> [WORK INSTRUCTION]
Number of lines with "South" in the data: give that figure by itself.

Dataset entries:
◇ ◇ ◇ ◇

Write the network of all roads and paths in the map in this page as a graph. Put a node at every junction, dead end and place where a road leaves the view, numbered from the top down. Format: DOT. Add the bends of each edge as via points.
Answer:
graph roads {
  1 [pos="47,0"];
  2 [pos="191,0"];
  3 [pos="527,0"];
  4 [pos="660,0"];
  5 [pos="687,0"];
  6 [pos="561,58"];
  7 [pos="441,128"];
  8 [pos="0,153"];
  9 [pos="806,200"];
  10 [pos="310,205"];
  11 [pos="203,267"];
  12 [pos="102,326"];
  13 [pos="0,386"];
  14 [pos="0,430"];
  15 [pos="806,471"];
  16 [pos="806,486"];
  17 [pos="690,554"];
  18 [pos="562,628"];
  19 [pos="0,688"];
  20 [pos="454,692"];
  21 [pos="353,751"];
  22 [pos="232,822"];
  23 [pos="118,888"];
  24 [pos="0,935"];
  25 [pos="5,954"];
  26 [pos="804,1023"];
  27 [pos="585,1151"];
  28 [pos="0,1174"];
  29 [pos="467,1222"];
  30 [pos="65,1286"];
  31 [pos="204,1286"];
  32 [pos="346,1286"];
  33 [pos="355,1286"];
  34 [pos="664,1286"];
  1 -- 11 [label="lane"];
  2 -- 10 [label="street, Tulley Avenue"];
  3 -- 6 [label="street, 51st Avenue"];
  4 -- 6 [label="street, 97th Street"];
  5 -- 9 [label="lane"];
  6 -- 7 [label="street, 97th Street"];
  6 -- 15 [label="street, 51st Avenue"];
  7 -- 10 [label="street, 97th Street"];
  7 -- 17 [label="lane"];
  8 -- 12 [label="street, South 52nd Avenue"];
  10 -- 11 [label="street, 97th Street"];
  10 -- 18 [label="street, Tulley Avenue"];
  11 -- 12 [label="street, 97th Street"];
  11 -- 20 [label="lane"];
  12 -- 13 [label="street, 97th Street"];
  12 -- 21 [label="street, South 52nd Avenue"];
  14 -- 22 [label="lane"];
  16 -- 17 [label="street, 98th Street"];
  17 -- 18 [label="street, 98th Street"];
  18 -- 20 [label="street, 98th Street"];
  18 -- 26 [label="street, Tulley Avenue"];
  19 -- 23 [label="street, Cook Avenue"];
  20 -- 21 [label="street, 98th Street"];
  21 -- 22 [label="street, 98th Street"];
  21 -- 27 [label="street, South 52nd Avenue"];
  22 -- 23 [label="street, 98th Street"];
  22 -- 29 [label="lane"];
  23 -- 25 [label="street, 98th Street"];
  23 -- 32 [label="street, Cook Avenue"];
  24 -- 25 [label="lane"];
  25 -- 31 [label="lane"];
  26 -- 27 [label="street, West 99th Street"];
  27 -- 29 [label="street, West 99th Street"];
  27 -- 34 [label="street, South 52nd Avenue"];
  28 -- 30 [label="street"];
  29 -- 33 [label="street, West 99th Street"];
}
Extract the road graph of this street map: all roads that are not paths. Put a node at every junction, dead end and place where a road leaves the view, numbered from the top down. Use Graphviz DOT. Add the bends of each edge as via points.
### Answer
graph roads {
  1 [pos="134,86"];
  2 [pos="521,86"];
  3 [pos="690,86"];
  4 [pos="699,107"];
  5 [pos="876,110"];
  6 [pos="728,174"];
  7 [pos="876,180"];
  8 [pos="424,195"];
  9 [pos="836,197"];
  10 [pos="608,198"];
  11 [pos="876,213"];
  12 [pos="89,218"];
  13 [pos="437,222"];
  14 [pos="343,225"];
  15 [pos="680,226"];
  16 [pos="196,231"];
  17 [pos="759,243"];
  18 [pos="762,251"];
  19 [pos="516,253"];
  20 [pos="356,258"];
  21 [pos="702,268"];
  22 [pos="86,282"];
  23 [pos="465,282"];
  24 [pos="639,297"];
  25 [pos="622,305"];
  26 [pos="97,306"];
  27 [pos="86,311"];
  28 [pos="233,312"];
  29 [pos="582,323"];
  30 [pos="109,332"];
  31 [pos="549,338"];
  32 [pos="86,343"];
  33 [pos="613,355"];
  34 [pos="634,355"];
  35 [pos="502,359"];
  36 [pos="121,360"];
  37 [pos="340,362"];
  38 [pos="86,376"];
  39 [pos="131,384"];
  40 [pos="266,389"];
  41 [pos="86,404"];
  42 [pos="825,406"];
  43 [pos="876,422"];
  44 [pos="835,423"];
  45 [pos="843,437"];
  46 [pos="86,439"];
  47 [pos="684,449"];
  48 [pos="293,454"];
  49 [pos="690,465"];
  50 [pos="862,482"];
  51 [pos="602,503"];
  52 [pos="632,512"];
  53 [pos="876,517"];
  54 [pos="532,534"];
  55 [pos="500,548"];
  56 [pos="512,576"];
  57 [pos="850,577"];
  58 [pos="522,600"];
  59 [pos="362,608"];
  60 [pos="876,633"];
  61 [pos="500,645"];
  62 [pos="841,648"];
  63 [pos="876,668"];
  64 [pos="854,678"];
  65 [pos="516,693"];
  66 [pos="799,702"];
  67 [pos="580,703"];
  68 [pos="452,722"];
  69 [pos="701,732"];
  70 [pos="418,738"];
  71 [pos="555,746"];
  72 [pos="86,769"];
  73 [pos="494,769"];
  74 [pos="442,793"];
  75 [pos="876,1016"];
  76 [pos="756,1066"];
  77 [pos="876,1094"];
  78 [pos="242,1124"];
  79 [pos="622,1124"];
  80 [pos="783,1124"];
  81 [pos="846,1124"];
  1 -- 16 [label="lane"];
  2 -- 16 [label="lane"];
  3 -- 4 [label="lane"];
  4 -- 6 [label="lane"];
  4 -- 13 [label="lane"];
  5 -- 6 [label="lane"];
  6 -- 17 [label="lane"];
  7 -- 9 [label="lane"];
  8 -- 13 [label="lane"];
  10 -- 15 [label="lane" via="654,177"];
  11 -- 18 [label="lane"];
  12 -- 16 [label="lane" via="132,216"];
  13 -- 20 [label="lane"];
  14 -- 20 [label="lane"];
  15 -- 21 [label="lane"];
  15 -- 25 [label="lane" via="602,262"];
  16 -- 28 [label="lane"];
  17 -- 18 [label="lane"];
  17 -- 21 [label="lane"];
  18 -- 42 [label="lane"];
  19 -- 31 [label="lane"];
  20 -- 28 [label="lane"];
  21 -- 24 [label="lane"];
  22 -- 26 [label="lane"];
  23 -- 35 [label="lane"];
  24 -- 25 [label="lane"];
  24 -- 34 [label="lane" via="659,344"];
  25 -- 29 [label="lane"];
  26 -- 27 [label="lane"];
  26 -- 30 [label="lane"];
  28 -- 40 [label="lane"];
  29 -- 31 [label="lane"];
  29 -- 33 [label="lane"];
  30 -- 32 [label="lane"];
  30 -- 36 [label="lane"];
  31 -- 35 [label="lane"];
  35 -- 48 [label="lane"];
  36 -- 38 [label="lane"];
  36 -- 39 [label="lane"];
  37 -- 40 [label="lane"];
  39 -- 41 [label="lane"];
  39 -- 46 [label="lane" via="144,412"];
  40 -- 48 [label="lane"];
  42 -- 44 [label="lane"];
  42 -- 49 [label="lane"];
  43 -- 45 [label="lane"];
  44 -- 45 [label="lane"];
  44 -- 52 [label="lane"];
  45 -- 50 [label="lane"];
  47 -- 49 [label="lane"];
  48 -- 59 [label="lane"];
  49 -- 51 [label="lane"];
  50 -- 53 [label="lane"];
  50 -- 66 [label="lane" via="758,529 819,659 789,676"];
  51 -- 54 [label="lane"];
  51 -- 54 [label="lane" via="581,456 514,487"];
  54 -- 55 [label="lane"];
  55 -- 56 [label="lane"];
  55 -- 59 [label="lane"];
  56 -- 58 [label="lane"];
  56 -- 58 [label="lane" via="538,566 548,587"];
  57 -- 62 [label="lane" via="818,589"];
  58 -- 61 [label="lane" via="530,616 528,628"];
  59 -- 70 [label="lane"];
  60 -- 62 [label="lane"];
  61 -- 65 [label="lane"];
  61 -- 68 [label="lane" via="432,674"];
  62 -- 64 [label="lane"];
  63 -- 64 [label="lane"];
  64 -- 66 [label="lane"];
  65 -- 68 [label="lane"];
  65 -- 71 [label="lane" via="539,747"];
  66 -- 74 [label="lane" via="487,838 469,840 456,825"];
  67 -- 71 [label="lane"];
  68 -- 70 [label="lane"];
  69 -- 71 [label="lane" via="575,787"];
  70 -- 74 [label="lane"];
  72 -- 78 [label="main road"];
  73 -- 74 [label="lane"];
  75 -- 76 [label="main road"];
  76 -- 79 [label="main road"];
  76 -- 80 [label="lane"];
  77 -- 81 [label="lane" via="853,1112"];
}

◇ ◇ ◇ ◇

> [SOLVED EXERCISE]
4